═══ Records shown
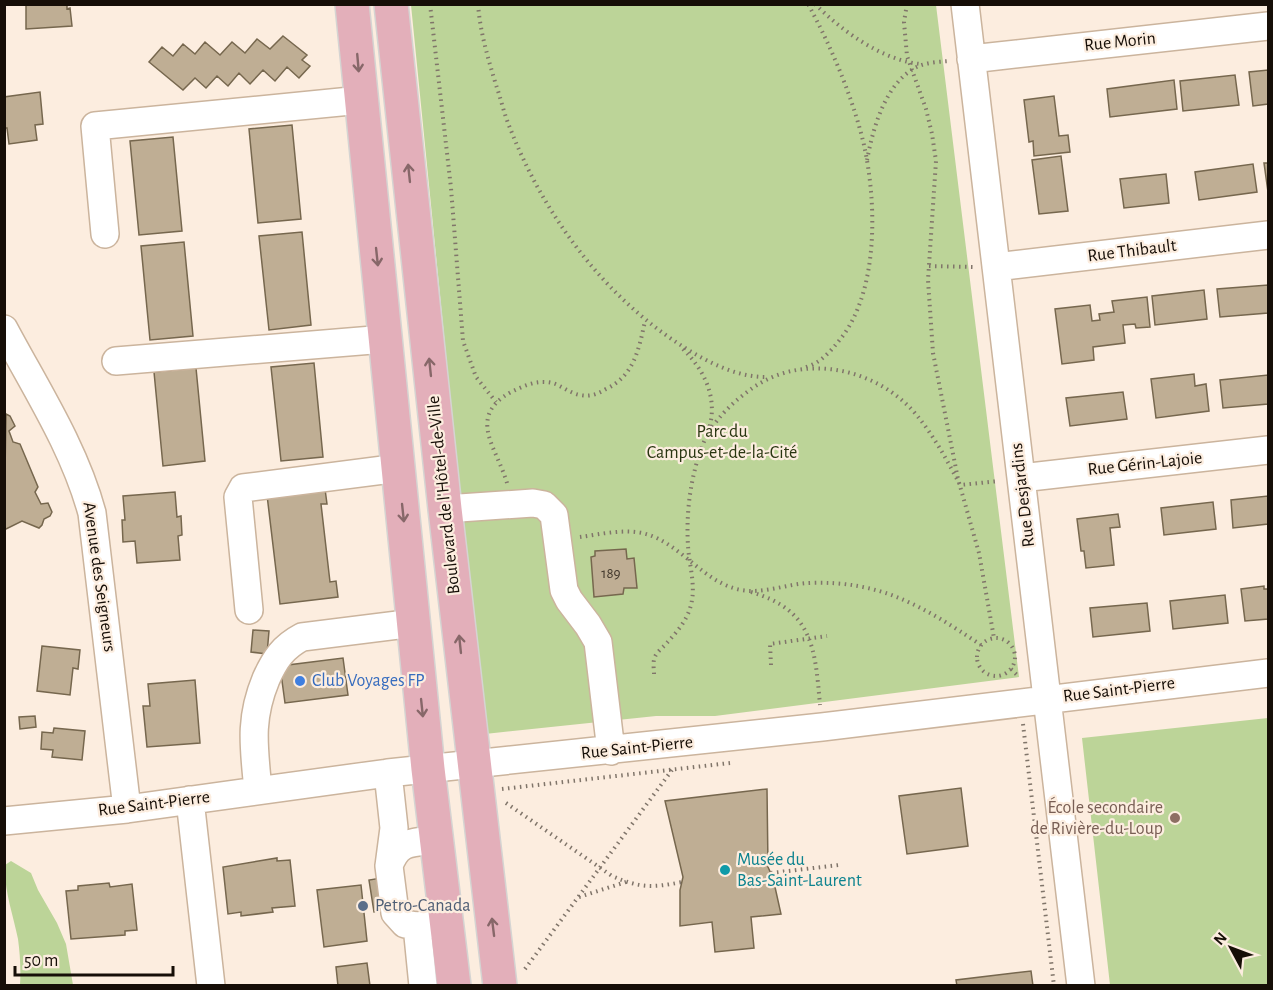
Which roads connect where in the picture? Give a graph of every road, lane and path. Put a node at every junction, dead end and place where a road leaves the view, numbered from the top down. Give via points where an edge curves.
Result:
1 (352, 4) edge
2 (391, 4) edge
3 (430, 4) edge
4 (478, 4) edge
5 (808, 4) edge
6 (815, 4) edge
7 (907, 4) edge
8 (965, 4) edge
9 (1269, 26) edge
10 (971, 59) junction
11 (908, 62) junction
12 (924, 65) junction
13 (911, 70) junction
14 (361, 100) junction
15 (867, 164) junction
16 (105, 234) dead end
17 (1269, 235) edge
18 (928, 266) junction
19 (996, 267) junction
20 (645, 321) junction
21 (4, 329) edge
22 (386, 339) junction
23 (677, 343) junction
24 (116, 361) dead end
25 (788, 371) junction
26 (777, 375) junction
27 (496, 402) junction
28 (706, 438) junction
29 (1269, 450) edge
30 (399, 468) junction
31 (1021, 478) junction
32 (960, 485) junction
33 (510, 504) junction
34 (445, 509) junction
35 (557, 541) junction
36 (690, 562) junction
37 (744, 591) junction
38 (249, 610) dead end
39 (414, 623) junction
40 (827, 636) dead end
41 (809, 638) junction
42 (994, 638) junction
43 (981, 645) junction
44 (771, 665) dead end
45 (1011, 669) junction
46 (1269, 673) edge
47 (654, 674) dead end
48 (1029, 692) junction
49 (822, 727) junction
50 (611, 751) junction
51 (474, 765) junction
52 (428, 769) junction
53 (673, 770) dead end
54 (388, 773) junction
55 (258, 790) junction
56 (498, 797) dead end
57 (190, 800) junction
58 (127, 808) junction
59 (4, 821) edge
60 (436, 840) junction
61 (840, 865) dead end
62 (389, 866) junction
63 (600, 868) junction
64 (771, 873) dead end
65 (626, 882) junction
66 (682, 882) dead end
67 (579, 897) junction
68 (432, 924) junction
69 (512, 978) edge
70 (212, 986) edge
71 (423, 986) edge
72 (454, 986) edge
73 (1054, 986) edge
74 (1081, 986) edge

1 -> 14 main road
34 -> 2 main road, Boulevard de l'Hôtel-de-Ville
3 - 27 path via 463,341 476,377
4 - 20 path via 483,41 509,127 539,189 583,255
5 - 15 path via 836,61
6 - 11 path via 868,44
7 - 11 path via 904,22
8 - 10 street, Rue Desjardins
9 - 10 street, Rue Morin
10 - 12 path
10 - 19 street, Rue Desjardins
11 - 12 path
11 - 13 path
12 - 13 path
13 - 15 path via 883,107
13 - 18 path via 926,110 936,161
14 - 16 street via 95,126
14 -> 22 main road
15 - 25 path via 871,254 858,311 848,330 823,358 808,367
17 - 19 street, Rue Thibault
18 - 19 path
18 - 32 path via 933,353
19 - 31 street, Rue Desjardins
20 - 23 path
20 - 27 path via 629,370 609,388 583,396 548,381 535,382
21 - 58 street, Avenue des Seigneurs via 69,452 92,513
22 - 24 street
22 - 30 main road
23 - 26 path via 735,372
23 - 28 path via 701,370 709,388 712,419
25 - 26 path
25 - 32 path via 839,370 880,386 913,411 943,452
26 - 28 path via 736,401
27 - 33 path via 486,424 506,479
28 - 36 path via 687,513
29 - 31 street, Rue Gérin-Lajoie
30 - 38 street via 243,488 238,497
30 -> 39 main road
31 - 32 path
31 - 48 street, Rue Desjardins
32 - 42 path via 979,553
33 - 34 street
33 - 35 street via 544,505 554,515
51 -> 34 main road, Boulevard de l'Hôtel-de-Ville
35 - 36 path via 606,533 641,533 663,541
35 - 50 street via 564,590 595,636 600,652
36 - 37 path via 715,580
36 - 47 path via 693,591 689,610 685,621 657,653
37 - 41 path via 764,596 789,611 800,620
37 - 43 path via 807,583 858,585 908,600
39 -> 52 main road
39 - 55 street via 303,638 283,650 271,667 254,716
40 - 41 path
41 - 44 path via 770,644
41 - 49 path
42 - 43 path
42 - 45 path via 1012,646 1015,656
43 - 45 path via 978,661 985,672 999,675
45 - 48 path
46 - 48 street, Rue Saint-Pierre
48 - 49 street, Rue Saint-Pierre
48 - 73 path
48 - 74 street, Rue Desjardins
49 - 50 street, Rue Saint-Pierre
50 - 51 street, Rue Saint-Pierre
51 - 52 street, Rue Saint-Pierre
69 -> 51 main road, Boulevard de l'Hôtel-de-Ville
52 - 54 street, Rue Saint-Pierre
52 - 60 main road
53 - 63 path
54 - 55 street, Rue Saint-Pierre
54 - 62 street via 394,828
55 - 57 street, Rue Saint-Pierre
56 - 63 path
57 - 58 street, Rue Saint-Pierre
57 - 70 street
58 - 59 street, Rue Saint-Pierre
60 - 62 street via 402,846
60 - 68 main road
61 - 64 path
62 - 68 street via 396,913 405,924
63 - 65 path
63 - 67 path
65 - 66 path via 654,887
65 - 67 path
67 - 69 path
68 - 71 street
68 - 72 main road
══════
__Task item__
Copy all the data exactly as written, but skip any picture.

__Output for this task__
Which roads connect where in the picture? Give a graph of every road, lane and path. Put a node at every junction, dead end and place where a road leaves the view, numbered from the top down. Give via points where an edge curves.
Result:
1 (352, 4) edge
2 (391, 4) edge
3 (430, 4) edge
4 (478, 4) edge
5 (808, 4) edge
6 (815, 4) edge
7 (907, 4) edge
8 (965, 4) edge
9 (1269, 26) edge
10 (971, 59) junction
11 (908, 62) junction
12 (924, 65) junction
13 (911, 70) junction
14 (361, 100) junction
15 (867, 164) junction
16 (105, 234) dead end
17 (1269, 235) edge
18 (928, 266) junction
19 (996, 267) junction
20 (645, 321) junction
21 (4, 329) edge
22 (386, 339) junction
23 (677, 343) junction
24 (116, 361) dead end
25 (788, 371) junction
26 (777, 375) junction
27 (496, 402) junction
28 (706, 438) junction
29 (1269, 450) edge
30 (399, 468) junction
31 (1021, 478) junction
32 (960, 485) junction
33 (510, 504) junction
34 (445, 509) junction
35 (557, 541) junction
36 (690, 562) junction
37 (744, 591) junction
38 (249, 610) dead end
39 (414, 623) junction
40 (827, 636) dead end
41 (809, 638) junction
42 (994, 638) junction
43 (981, 645) junction
44 (771, 665) dead end
45 (1011, 669) junction
46 (1269, 673) edge
47 (654, 674) dead end
48 (1029, 692) junction
49 (822, 727) junction
50 (611, 751) junction
51 (474, 765) junction
52 (428, 769) junction
53 (673, 770) dead end
54 (388, 773) junction
55 (258, 790) junction
56 (498, 797) dead end
57 (190, 800) junction
58 (127, 808) junction
59 (4, 821) edge
60 (436, 840) junction
61 (840, 865) dead end
62 (389, 866) junction
63 (600, 868) junction
64 (771, 873) dead end
65 (626, 882) junction
66 (682, 882) dead end
67 (579, 897) junction
68 (432, 924) junction
69 (512, 978) edge
70 (212, 986) edge
71 (423, 986) edge
72 (454, 986) edge
73 (1054, 986) edge
74 (1081, 986) edge

1 -> 14 main road
34 -> 2 main road, Boulevard de l'Hôtel-de-Ville
3 - 27 path via 463,341 476,377
4 - 20 path via 483,41 509,127 539,189 583,255
5 - 15 path via 836,61
6 - 11 path via 868,44
7 - 11 path via 904,22
8 - 10 street, Rue Desjardins
9 - 10 street, Rue Morin
10 - 12 path
10 - 19 street, Rue Desjardins
11 - 12 path
11 - 13 path
12 - 13 path
13 - 15 path via 883,107
13 - 18 path via 926,110 936,161
14 - 16 street via 95,126
14 -> 22 main road
15 - 25 path via 871,254 858,311 848,330 823,358 808,367
17 - 19 street, Rue Thibault
18 - 19 path
18 - 32 path via 933,353
19 - 31 street, Rue Desjardins
20 - 23 path
20 - 27 path via 629,370 609,388 583,396 548,381 535,382
21 - 58 street, Avenue des Seigneurs via 69,452 92,513
22 - 24 street
22 - 30 main road
23 - 26 path via 735,372
23 - 28 path via 701,370 709,388 712,419
25 - 26 path
25 - 32 path via 839,370 880,386 913,411 943,452
26 - 28 path via 736,401
27 - 33 path via 486,424 506,479
28 - 36 path via 687,513
29 - 31 street, Rue Gérin-Lajoie
30 - 38 street via 243,488 238,497
30 -> 39 main road
31 - 32 path
31 - 48 street, Rue Desjardins
32 - 42 path via 979,553
33 - 34 street
33 - 35 street via 544,505 554,515
51 -> 34 main road, Boulevard de l'Hôtel-de-Ville
35 - 36 path via 606,533 641,533 663,541
35 - 50 street via 564,590 595,636 600,652
36 - 37 path via 715,580
36 - 47 path via 693,591 689,610 685,621 657,653
37 - 41 path via 764,596 789,611 800,620
37 - 43 path via 807,583 858,585 908,600
39 -> 52 main road
39 - 55 street via 303,638 283,650 271,667 254,716
40 - 41 path
41 - 44 path via 770,644
41 - 49 path
42 - 43 path
42 - 45 path via 1012,646 1015,656
43 - 45 path via 978,661 985,672 999,675
45 - 48 path
46 - 48 street, Rue Saint-Pierre
48 - 49 street, Rue Saint-Pierre
48 - 73 path
48 - 74 street, Rue Desjardins
49 - 50 street, Rue Saint-Pierre
50 - 51 street, Rue Saint-Pierre
51 - 52 street, Rue Saint-Pierre
69 -> 51 main road, Boulevard de l'Hôtel-de-Ville
52 - 54 street, Rue Saint-Pierre
52 - 60 main road
53 - 63 path
54 - 55 street, Rue Saint-Pierre
54 - 62 street via 394,828
55 - 57 street, Rue Saint-Pierre
56 - 63 path
57 - 58 street, Rue Saint-Pierre
57 - 70 street
58 - 59 street, Rue Saint-Pierre
60 - 62 street via 402,846
60 - 68 main road
61 - 64 path
62 - 68 street via 396,913 405,924
63 - 65 path
63 - 67 path
65 - 66 path via 654,887
65 - 67 path
67 - 69 path
68 - 71 street
68 - 72 main road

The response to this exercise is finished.